Premium Brand — Good ingredients, premium taste. Crème de la crème, the best.

Premium brands aren’t for everyone. They appeal to a small segment of shoppers, but where premium brands lack in quantity, they make up for in quality, which enables them to charge higher prices. 

Premium brands either have a recipe that’s hard to replicate, a secret sauce that no one else has, or an impressive presentation. Premium brands are the ones that entice you to drop $5 on coconut water (anyone else love Harmless Harvest?) and an unspeakable amount on bean to bar dark chocolate (guilty).

For businesses, premium brands are the Apples, Seth Godins, and high-performance coaches that charge thousands for a few hours with them. 

You go to these brands because you want the best and you don’t want to waste your time on anything that would give you mediocre performance, knowledge, or customer service.

Pros:

  • You only compete within your category — shoppers who are on the market for a premium product are not also looking at store brand and middle-of-the-road products.

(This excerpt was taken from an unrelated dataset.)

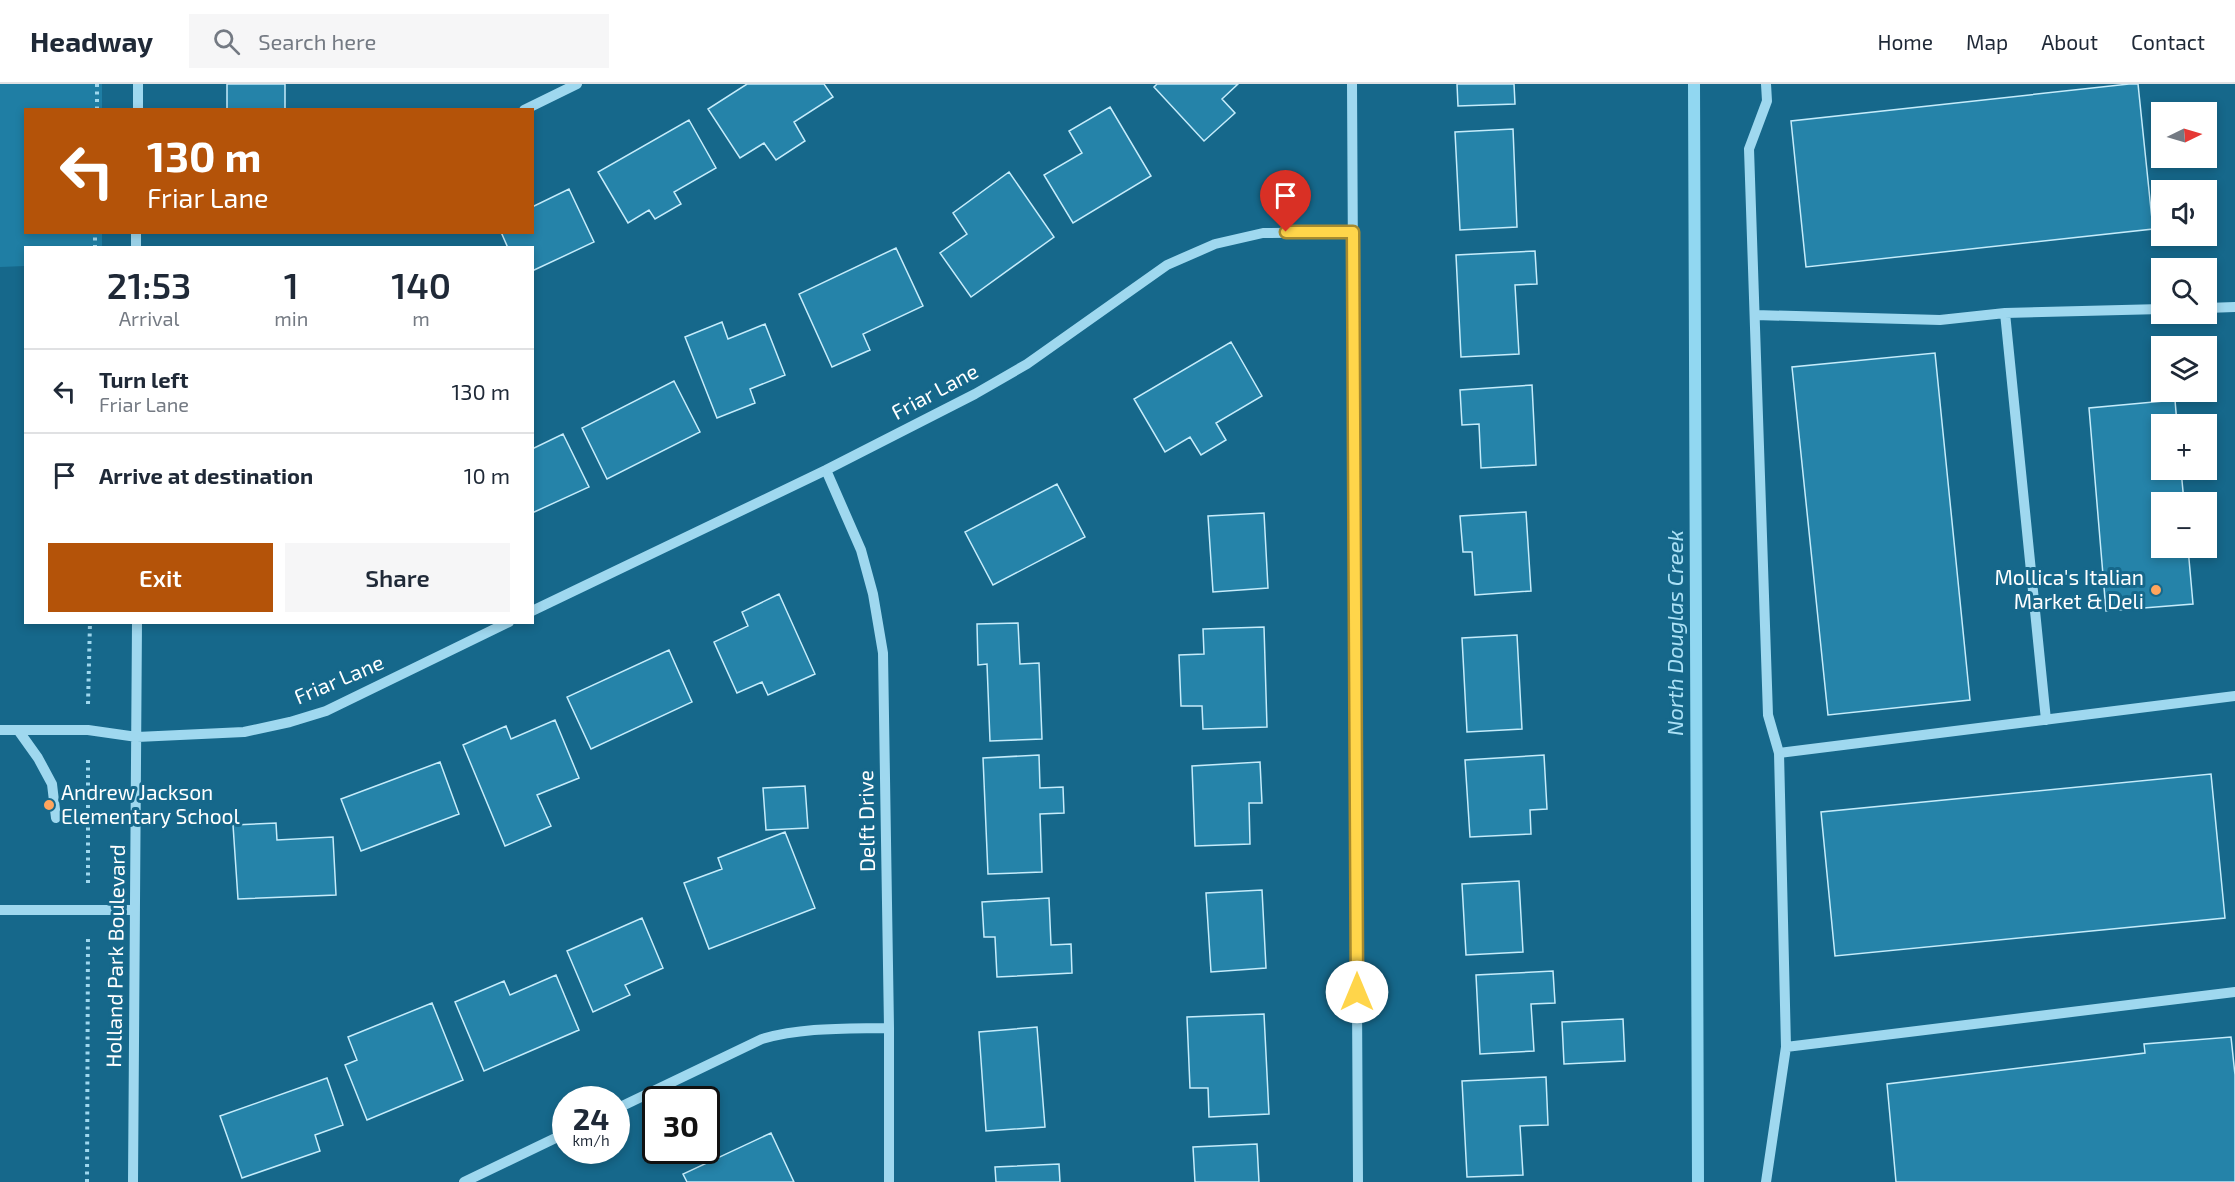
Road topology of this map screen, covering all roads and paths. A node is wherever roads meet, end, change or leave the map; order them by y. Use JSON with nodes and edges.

They are only shopping within the premium category.

  • Customer loyalty — when you deliver premium results, customers build trust in your brand and develop loyalty. They fall in love with your efficiency and the results they get from using your product — going back to anything less is extremely difficult.

  • Brand growth potential — When customers are loyal to your brand and in love with your delivery, they will follow you anywhere. They will buy whatever you release because they want that same efficiency and results in every other area of their lives.

  • No price ceiling — this is a no-brainer, but premium products = premium prices. There isn’t a price ceiling when the quality of your products are in a category of their own.

Cons:

  • The investment — whether it’s by putting in the 10,000 hours, only studying and learning from the best, hiring expensive team members — the investment to go premium is high because the payoff is limitless.

Where is your startup in the supermarket aisle? And are you currently in the wrong aisle based on your business’ long-term goals?

Do you desire to have the customer loyalty and profitability of a premium brand, but you’re marketing as if you’re middle-of-the-road?

Do you think you’re branding yourself as middle-of-the-road, but you keep getting customers that treat you like a store brand?

Use this perspective to gain some clues on how you can properly position yourself in your aisle so that when customers find you, they properly assign you in the category you want to be in.

With so many options to choose from, customers do not have the time or mental capacity to try every single brand out with the hopes of finding a diamond that got accidentally filed away into the store brand category. Make it easy for your customers to find you.